Director Tobe Hooper teamed up with family-oriented producer Steven Spielberg to make Poltergeist. The film is about a haunted suburban tract home in a development very much like the Arizona one in which Spielberg was raised. Because Poltergeist came out the same summer as Spielberg’s E.T., it was tempting to see both movies as representing Spielberg’s ambivalent feelings about childhood in suburbia.
One was a fantasy, the other a nightmare. Spielberg also cowrote the screenplay for Poltergeist, which taps into primal, childlike fears of monsters under the bed, monsters in the closet, sinister clown faces, and all manner of things that go bump in the night.
At first, some of the odd happenings in the house are kind of funny and amusing, but they grow gradually creepier until the film climaxes in a terrifying special-effects extravaganza when 5-year-old Carole Anne (Heather O’Rourke) is kidnapped by the spooks and held hostage in another dimension. Poltergeist is one of the smartest and most entertaining horror pictures of its time.
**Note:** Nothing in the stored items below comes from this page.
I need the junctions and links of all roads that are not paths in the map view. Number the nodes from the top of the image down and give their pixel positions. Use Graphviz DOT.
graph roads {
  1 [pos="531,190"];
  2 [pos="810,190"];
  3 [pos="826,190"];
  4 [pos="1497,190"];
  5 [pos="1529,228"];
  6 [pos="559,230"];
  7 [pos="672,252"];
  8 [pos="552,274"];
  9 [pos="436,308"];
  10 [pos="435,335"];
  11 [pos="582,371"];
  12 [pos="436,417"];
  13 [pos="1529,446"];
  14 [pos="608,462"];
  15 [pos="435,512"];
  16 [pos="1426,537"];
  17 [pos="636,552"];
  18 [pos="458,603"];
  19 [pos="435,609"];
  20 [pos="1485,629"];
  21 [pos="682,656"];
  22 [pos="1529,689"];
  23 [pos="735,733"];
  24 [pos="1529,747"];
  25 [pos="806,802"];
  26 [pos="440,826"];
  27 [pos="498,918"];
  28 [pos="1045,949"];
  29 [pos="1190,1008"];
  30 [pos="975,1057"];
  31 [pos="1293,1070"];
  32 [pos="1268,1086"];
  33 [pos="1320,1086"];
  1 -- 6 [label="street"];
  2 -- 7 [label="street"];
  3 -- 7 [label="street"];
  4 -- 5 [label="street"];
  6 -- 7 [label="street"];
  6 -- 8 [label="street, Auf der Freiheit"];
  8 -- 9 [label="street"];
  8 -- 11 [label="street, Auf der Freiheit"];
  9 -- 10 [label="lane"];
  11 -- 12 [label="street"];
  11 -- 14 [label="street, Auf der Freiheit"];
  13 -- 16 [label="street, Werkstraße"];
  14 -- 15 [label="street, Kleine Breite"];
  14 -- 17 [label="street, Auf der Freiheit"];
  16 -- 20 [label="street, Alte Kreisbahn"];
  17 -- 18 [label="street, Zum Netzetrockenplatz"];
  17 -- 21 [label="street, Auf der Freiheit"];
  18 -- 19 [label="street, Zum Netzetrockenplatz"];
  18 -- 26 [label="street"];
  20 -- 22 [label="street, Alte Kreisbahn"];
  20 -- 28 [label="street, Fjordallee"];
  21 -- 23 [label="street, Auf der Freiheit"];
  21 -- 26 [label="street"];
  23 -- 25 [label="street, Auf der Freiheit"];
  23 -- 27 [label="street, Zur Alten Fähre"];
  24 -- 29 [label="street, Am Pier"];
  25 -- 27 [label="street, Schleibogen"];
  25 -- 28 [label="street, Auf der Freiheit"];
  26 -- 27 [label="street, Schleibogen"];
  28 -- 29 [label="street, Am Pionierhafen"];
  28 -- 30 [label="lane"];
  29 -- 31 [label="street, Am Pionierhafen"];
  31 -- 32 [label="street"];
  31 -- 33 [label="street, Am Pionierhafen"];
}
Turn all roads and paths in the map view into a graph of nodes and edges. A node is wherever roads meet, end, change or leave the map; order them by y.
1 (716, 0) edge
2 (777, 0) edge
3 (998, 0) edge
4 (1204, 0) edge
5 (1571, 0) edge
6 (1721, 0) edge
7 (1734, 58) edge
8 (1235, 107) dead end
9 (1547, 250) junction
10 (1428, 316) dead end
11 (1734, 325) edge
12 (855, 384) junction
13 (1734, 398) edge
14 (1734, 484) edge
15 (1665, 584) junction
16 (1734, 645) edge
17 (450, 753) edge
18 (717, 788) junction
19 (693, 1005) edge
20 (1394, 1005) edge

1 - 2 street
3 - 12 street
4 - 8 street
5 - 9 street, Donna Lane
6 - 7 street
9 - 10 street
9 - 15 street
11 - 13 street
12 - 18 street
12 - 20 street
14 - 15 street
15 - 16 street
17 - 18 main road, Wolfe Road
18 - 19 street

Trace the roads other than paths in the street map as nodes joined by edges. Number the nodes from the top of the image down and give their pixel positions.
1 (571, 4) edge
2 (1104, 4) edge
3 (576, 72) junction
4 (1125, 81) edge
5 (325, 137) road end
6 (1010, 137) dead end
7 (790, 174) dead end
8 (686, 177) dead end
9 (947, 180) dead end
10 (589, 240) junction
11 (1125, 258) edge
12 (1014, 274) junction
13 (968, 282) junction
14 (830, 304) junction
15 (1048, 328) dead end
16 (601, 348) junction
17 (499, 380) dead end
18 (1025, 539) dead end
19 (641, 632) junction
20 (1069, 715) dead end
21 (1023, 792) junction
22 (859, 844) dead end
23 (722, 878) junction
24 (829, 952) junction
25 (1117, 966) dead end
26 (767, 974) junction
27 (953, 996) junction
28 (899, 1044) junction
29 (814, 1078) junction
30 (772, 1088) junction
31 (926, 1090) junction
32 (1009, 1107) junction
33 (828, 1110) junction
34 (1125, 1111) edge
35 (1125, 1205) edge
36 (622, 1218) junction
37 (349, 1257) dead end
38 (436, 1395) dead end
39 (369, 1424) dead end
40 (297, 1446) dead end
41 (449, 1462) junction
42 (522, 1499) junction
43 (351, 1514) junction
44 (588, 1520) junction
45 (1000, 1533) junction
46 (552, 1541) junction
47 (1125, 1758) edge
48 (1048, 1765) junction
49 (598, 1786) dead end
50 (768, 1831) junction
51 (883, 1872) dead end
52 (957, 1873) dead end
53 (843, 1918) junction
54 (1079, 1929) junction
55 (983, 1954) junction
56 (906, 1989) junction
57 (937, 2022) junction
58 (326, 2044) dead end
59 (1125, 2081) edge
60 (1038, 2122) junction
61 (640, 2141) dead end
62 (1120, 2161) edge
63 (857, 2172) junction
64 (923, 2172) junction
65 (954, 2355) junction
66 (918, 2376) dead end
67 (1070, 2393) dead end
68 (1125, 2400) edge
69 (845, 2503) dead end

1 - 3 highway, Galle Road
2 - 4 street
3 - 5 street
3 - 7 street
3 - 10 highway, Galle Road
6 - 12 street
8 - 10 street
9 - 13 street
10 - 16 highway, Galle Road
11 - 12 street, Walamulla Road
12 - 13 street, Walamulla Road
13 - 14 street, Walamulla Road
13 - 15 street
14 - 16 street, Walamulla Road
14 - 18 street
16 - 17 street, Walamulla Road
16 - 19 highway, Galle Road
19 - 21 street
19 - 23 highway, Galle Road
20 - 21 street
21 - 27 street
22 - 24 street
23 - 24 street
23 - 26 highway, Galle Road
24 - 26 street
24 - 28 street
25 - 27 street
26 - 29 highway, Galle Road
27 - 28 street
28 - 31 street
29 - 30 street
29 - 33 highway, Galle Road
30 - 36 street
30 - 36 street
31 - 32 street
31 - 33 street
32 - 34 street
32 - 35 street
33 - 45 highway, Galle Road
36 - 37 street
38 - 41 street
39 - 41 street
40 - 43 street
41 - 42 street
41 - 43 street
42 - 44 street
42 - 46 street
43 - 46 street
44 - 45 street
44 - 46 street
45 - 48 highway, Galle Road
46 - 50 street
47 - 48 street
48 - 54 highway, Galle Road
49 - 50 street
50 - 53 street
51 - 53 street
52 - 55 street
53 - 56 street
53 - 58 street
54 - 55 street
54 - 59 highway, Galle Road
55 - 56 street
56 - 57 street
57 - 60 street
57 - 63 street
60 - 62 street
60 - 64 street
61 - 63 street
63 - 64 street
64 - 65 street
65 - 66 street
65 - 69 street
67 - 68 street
In the suburban housing development of Cuesta Verde, California, the homes are modern and comfortable. Steven Freeling (Craig T. Nelson) is a successful real estate agent who works for a firm headed up by Teague (James Karen), a developer. Steven lives in one of the Cuesta Verde homes with his wife, Diane (JoBeth Williams), and their three children: teenage Dana (Dominique Dunne) and preteen youngsters Robbie (Oliver Robbins) and Carol Anne.
Strange events begin to occur when Carol Anne begins sleepwalking and carries on a seemingly one-sided conversation with a TV set that’s turned on but has no signal. Soon thereafter her pet bird dies, and the family conducts a small burial service. Later that night, Carol Anne awakens again and talks to the television, while a spectral manifestation erupts from the television screen and enters the walls, causing an earthquake that only the Freelings feel.
As the family wakes up, Carol Anne announces, “They’re here.” This was the movie that not only immortalized this line, but tapped into the spookiness of everyday things — the closet, the underside of a bed, a staticky TV or a closed door. Some of the special effects are a bit dated, but it gives you the feeling of being a young child who genuinely believed that a hellmouth exists in your closet.
Director: Tobe Hooper
Year of Release: 1982
Character to watch: Heather O’Rourke as Carol Anne Freeling.
Journal your answers to the following questions after you watch the movie.
- How does this particular character’s journey compare with yours?
- Did the character develop certain characteristics during the movie that you have or that you would like to have? If so, what are those characteristics?
- What obstacles did this character face? What was his or her biggest challenge?
- What would you have done differently if you had been in the same position as the character?
- Is this character the type of person you would be friends with? Why or why not?